Below are some records. Say how many of their lines contain the string "nodes", and give nothing but the number.

Saved data entries
((

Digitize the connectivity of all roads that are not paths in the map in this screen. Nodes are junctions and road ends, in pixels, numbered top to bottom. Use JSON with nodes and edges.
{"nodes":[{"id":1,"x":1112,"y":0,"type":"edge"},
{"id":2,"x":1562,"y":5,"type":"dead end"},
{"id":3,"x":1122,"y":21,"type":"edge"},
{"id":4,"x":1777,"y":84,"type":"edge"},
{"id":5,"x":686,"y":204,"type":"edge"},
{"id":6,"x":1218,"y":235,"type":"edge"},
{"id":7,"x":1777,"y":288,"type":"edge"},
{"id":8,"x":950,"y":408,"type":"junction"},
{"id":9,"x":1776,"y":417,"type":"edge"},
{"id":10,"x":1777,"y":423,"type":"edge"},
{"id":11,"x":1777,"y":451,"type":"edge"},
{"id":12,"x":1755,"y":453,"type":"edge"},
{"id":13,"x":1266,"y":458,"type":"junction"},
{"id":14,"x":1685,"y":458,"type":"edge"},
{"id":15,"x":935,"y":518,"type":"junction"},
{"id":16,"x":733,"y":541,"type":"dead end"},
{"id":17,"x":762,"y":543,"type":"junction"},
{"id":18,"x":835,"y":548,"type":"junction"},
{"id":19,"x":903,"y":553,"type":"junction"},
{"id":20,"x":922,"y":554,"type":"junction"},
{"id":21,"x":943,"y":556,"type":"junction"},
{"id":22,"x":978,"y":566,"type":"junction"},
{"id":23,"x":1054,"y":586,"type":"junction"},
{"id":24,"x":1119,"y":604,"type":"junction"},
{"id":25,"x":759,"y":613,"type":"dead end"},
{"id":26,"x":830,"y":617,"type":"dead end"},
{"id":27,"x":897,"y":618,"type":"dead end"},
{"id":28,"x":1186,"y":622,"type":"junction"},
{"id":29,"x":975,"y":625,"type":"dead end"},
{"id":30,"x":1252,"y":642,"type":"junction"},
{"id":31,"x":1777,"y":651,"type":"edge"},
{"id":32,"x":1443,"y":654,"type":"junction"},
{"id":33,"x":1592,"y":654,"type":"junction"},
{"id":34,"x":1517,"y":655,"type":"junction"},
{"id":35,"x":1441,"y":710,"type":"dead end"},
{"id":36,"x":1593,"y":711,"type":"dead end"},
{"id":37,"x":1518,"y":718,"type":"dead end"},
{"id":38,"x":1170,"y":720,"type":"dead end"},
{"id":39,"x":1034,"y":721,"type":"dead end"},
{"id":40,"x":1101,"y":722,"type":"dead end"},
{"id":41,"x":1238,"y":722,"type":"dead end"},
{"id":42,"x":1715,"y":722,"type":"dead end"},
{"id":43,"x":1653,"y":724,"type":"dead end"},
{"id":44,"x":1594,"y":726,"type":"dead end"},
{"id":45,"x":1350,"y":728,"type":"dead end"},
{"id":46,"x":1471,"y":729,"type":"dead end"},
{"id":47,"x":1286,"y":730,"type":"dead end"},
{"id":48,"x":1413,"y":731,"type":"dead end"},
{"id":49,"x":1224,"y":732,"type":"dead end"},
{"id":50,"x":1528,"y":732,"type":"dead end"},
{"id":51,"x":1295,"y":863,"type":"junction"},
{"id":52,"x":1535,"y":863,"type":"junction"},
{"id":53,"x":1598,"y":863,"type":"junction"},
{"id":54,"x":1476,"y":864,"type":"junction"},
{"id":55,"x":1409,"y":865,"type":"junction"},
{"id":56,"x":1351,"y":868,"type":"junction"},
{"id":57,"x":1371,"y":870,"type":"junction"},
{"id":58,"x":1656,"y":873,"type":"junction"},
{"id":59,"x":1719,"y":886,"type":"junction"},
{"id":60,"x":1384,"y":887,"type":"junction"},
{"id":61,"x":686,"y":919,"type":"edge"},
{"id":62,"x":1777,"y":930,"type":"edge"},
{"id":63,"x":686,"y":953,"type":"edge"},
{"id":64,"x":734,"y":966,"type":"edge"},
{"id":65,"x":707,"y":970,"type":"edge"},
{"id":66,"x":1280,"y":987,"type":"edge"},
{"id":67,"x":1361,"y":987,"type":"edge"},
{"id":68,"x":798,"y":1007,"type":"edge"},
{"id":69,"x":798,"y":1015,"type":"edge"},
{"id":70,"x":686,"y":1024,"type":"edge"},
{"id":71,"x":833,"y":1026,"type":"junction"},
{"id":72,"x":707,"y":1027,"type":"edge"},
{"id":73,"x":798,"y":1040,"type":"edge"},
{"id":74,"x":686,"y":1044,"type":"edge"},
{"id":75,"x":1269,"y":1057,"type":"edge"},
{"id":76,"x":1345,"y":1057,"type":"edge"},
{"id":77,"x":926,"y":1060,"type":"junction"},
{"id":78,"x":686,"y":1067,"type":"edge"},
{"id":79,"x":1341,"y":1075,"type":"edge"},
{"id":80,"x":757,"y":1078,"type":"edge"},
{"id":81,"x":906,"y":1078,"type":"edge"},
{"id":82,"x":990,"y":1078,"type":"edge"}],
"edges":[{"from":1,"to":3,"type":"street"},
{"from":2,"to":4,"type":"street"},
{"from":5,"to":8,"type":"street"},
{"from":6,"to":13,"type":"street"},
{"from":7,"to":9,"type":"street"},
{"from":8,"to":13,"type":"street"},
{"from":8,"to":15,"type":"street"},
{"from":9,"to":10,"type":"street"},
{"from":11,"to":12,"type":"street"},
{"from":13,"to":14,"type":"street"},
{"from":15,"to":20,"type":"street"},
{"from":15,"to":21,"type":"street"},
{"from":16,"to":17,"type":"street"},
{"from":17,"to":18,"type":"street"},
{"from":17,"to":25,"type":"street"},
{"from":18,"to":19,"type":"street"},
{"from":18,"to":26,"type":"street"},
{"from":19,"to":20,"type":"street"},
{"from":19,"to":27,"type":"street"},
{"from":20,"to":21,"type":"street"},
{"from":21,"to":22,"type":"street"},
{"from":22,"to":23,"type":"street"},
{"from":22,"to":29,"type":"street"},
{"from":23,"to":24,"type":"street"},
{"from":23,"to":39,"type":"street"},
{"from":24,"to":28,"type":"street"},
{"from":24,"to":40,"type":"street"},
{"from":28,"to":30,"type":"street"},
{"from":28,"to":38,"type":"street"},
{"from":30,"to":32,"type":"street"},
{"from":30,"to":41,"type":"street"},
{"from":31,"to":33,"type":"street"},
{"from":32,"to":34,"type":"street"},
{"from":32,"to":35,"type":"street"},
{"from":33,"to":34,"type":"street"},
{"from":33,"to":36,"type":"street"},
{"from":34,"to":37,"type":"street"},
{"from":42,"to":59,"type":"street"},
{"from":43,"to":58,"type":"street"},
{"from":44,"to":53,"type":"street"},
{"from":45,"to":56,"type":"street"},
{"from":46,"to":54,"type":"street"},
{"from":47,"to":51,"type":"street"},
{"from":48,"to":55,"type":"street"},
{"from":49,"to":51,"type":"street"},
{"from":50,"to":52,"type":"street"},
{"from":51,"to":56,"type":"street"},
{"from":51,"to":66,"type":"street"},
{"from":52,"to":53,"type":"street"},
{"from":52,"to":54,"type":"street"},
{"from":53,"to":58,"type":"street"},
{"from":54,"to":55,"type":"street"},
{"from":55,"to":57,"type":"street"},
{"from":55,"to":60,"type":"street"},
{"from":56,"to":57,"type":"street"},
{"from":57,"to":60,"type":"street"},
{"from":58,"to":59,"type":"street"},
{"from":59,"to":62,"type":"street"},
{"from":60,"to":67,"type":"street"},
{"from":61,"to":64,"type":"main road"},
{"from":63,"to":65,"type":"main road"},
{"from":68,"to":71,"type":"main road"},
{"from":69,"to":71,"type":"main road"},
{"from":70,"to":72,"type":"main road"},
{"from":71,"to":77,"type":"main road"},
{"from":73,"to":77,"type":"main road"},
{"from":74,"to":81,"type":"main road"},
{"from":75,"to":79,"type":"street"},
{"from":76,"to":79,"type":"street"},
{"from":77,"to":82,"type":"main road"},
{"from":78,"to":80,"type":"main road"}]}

))

**OUTPUT FOR THIS EXERCISE:**
2